Against this backdrop, our global forecasts are virtually unchanged from three months ago. We see global GDP slowing from 3.1% in 2022 to 2.3% in 2023, and 2.2% in 2024. On inflation, we still expect some stickiness to persist; our global forecast is 6.3% for 2023, and 4.8% for 2024.
This is still a highly uncertain world, however, in which factors, including the long-term implications of the pandemic and the ongoing war in Ukraine, still have the potential to surprise.There are risks to our forecasts both to the upside and to the downside.
What could drive average global growth higher? A reduction in trade frictions and geopolitical tensions would have the potential to do so. European consumers could lower their savings rates. Or growth in places, such as India or Japan, could prove surprisingly strong.
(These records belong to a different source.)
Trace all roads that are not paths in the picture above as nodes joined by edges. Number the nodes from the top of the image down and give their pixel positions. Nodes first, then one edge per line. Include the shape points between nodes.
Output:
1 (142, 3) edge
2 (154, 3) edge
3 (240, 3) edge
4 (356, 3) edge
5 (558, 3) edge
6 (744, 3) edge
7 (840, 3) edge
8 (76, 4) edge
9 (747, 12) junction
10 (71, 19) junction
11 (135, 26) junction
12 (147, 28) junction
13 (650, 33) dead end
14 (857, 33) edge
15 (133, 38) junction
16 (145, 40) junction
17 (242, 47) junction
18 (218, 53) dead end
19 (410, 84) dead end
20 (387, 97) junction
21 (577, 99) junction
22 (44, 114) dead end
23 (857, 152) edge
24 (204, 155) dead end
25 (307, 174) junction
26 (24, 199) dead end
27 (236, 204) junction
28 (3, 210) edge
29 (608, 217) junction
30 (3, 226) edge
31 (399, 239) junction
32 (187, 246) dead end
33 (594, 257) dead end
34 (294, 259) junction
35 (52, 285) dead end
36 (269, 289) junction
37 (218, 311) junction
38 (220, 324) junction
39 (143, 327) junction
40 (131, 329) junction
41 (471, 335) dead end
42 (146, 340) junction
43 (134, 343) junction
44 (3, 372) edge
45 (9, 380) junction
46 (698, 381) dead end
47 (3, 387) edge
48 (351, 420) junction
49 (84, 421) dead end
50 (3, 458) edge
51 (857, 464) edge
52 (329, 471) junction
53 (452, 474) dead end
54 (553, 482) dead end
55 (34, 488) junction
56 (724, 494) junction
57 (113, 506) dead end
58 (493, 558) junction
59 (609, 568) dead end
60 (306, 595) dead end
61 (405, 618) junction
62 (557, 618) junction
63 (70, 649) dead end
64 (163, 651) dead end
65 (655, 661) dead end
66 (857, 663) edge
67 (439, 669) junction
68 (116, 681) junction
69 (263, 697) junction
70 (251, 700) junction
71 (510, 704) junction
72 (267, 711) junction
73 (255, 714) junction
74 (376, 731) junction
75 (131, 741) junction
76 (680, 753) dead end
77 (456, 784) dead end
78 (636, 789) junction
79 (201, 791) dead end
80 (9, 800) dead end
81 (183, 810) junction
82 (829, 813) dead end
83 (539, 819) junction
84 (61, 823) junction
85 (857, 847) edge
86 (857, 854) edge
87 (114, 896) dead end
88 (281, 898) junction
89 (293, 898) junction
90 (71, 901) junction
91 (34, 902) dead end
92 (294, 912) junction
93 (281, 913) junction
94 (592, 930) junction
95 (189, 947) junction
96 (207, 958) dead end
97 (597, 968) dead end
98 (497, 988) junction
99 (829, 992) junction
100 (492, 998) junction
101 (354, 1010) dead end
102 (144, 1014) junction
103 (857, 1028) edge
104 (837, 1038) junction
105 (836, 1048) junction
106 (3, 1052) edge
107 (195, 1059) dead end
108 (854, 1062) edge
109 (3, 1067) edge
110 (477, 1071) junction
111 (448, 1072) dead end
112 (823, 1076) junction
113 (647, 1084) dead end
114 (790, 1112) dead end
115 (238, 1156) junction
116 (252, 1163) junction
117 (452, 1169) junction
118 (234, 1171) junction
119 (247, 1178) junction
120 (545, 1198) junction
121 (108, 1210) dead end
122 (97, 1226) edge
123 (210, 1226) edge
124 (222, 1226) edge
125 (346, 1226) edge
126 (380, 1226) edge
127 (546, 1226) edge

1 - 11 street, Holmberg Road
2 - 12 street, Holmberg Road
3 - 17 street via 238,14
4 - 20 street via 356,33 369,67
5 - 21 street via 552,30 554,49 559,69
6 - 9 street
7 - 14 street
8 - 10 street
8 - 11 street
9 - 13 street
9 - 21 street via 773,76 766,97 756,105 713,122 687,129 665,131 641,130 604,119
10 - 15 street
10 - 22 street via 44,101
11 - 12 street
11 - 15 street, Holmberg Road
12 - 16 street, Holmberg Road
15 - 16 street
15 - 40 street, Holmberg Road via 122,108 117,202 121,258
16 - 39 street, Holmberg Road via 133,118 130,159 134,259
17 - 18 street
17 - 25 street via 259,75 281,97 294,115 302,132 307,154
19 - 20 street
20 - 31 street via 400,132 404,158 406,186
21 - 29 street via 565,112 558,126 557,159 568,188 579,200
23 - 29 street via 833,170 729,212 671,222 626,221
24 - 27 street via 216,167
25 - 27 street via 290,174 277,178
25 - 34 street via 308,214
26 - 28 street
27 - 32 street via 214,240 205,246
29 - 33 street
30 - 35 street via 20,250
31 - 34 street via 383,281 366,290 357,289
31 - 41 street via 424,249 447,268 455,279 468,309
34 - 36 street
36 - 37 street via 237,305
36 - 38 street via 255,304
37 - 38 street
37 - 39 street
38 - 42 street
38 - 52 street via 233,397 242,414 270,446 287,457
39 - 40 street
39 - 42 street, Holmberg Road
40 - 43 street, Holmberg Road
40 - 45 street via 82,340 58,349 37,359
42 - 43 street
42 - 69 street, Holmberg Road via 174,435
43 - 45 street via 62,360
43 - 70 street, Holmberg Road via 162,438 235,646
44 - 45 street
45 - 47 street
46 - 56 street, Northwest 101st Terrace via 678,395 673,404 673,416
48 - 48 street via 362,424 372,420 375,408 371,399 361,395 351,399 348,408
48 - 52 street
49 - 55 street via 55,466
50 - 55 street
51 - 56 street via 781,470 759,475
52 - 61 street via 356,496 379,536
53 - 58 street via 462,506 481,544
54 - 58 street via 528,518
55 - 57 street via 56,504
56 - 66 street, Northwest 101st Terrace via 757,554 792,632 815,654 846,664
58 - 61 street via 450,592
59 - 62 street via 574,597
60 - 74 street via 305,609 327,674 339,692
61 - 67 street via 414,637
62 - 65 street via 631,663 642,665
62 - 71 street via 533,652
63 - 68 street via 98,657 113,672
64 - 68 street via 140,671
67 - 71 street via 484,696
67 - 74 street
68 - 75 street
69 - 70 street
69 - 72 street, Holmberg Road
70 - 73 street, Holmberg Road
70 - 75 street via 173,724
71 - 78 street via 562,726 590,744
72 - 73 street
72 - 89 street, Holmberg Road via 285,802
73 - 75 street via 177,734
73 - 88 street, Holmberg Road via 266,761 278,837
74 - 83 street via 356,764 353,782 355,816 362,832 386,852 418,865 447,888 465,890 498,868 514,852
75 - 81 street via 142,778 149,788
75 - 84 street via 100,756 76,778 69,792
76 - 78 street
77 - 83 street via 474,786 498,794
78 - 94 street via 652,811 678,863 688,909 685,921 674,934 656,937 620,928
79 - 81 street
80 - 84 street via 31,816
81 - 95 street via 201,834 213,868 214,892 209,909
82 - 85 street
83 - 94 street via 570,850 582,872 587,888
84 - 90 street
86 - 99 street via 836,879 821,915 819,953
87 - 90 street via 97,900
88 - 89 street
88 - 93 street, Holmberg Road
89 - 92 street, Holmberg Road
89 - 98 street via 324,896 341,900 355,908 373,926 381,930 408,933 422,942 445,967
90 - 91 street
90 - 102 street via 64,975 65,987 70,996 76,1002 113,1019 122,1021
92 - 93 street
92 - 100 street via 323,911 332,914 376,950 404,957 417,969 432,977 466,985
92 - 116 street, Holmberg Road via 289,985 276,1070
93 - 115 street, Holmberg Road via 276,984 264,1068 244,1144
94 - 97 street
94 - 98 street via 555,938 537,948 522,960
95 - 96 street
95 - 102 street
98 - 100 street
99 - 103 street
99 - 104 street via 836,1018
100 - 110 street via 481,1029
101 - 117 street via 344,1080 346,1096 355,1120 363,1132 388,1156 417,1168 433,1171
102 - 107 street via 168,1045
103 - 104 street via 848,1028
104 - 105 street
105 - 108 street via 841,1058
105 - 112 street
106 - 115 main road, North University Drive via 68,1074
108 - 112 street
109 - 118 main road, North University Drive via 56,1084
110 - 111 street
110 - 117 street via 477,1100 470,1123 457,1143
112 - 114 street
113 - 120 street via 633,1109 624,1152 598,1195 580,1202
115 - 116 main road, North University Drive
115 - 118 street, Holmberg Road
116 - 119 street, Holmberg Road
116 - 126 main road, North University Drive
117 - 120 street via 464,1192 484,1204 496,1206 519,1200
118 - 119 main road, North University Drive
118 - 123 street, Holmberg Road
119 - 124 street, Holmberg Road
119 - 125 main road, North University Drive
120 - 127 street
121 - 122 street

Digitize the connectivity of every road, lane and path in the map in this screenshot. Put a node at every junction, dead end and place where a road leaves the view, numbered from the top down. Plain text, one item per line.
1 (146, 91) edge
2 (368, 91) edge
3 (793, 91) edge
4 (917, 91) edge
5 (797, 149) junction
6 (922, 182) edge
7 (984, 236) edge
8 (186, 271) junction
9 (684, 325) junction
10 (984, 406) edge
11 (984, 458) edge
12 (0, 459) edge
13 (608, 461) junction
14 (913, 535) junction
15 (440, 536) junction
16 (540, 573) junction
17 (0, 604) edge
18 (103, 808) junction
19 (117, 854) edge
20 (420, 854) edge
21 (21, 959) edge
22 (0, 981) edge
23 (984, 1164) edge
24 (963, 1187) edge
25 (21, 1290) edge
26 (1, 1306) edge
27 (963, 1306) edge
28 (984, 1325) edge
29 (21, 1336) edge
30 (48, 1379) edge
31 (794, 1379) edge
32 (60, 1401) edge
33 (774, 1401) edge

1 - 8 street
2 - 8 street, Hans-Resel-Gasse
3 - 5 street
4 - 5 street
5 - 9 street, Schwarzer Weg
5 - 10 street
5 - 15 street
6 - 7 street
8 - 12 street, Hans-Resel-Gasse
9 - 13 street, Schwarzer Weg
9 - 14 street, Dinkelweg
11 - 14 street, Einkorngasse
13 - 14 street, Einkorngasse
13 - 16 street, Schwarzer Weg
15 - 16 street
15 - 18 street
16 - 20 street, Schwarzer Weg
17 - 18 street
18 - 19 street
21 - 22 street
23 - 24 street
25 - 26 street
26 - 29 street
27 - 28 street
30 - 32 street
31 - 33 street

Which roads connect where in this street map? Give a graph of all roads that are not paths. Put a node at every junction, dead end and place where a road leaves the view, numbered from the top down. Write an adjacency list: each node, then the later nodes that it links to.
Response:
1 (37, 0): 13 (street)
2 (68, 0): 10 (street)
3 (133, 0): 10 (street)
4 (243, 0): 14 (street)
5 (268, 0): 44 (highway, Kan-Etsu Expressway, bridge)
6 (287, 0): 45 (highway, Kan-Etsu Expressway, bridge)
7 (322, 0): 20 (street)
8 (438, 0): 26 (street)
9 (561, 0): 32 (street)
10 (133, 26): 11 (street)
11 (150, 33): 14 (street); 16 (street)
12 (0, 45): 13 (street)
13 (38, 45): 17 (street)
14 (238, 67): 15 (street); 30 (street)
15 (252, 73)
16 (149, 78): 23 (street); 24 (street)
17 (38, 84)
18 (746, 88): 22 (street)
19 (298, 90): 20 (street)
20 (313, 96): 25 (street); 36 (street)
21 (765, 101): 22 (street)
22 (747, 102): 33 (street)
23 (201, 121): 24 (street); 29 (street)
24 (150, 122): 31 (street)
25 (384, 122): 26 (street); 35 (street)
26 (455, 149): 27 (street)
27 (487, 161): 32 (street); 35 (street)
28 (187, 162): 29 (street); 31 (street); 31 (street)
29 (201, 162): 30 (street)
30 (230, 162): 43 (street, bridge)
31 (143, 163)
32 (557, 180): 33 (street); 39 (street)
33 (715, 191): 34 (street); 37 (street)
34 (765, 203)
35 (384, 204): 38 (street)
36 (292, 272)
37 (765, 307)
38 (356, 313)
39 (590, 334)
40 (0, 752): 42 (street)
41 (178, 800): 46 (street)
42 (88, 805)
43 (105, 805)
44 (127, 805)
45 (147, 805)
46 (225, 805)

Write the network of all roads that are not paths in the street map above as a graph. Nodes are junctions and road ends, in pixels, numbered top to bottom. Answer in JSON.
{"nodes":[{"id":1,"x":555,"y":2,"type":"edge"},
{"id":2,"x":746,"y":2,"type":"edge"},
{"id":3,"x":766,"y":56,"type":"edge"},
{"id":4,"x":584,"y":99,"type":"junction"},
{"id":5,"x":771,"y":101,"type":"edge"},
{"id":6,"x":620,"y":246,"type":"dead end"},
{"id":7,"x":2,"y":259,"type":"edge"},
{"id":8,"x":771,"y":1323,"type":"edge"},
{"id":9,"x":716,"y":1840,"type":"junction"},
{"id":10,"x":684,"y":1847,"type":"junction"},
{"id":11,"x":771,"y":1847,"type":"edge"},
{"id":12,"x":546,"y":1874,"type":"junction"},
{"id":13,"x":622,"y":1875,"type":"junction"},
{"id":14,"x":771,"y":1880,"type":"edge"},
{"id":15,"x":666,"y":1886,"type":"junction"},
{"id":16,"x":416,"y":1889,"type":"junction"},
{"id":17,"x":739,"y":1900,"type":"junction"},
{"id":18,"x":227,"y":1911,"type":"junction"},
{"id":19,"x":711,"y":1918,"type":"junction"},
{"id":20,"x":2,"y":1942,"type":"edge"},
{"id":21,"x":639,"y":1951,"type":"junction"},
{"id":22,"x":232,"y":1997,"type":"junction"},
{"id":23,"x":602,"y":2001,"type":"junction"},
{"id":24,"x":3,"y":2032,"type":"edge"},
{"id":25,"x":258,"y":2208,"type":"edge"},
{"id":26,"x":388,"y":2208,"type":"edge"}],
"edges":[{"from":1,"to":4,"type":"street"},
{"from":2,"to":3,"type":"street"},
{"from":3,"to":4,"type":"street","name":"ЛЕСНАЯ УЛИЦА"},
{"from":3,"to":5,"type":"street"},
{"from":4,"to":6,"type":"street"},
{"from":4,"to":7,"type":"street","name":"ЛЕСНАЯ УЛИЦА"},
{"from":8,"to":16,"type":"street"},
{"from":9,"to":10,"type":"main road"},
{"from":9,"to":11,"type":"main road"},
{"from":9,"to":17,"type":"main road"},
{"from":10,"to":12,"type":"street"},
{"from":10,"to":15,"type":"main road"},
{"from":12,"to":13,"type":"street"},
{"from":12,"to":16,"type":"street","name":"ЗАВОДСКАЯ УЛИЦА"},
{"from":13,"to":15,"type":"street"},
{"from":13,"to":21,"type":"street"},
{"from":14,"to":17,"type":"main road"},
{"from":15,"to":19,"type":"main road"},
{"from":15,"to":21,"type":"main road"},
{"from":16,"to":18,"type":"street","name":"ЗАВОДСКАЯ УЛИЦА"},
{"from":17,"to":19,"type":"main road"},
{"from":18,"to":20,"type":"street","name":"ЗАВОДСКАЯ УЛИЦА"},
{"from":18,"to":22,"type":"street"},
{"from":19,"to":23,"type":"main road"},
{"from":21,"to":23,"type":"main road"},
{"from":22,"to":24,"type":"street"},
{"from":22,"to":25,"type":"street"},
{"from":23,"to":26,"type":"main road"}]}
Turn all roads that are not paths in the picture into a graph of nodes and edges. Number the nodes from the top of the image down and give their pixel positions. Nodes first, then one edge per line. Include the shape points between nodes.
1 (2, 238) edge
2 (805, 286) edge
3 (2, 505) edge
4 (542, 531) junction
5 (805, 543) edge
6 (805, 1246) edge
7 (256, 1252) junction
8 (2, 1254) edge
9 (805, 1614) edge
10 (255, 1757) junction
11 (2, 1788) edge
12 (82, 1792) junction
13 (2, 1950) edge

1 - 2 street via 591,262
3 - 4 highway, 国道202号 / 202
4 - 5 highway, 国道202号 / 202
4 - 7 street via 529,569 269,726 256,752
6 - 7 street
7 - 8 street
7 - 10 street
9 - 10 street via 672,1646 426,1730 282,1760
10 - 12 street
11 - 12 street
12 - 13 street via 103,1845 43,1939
On the downside, the clearest risks relate to high inflation and monetary tightening. Even if there were to be no further rate hikes from here, households, companies and sovereigns will continue to feel the impact of the monetary tightening delivered so far. Commercial real estate remains a key area of concern.
A further challenge for central banks is that even as they try to slow demand to tame inflation, governments are effectively adding to demand, through policies, such as US tax incentives to encourage reshoring and European energy subsidies.
Governments, too, are facing their own difficult choices. How can they meet growing spending demands with higher interest rates making it more expensive to service their sharply higher debts? A challenging journey lies ahead.
1. This report is dated as at 14 June 2023.
2. All market data included in this report are dated as at close 13 June 2023, unless a different date and/or a specific time of day is indicated in the report.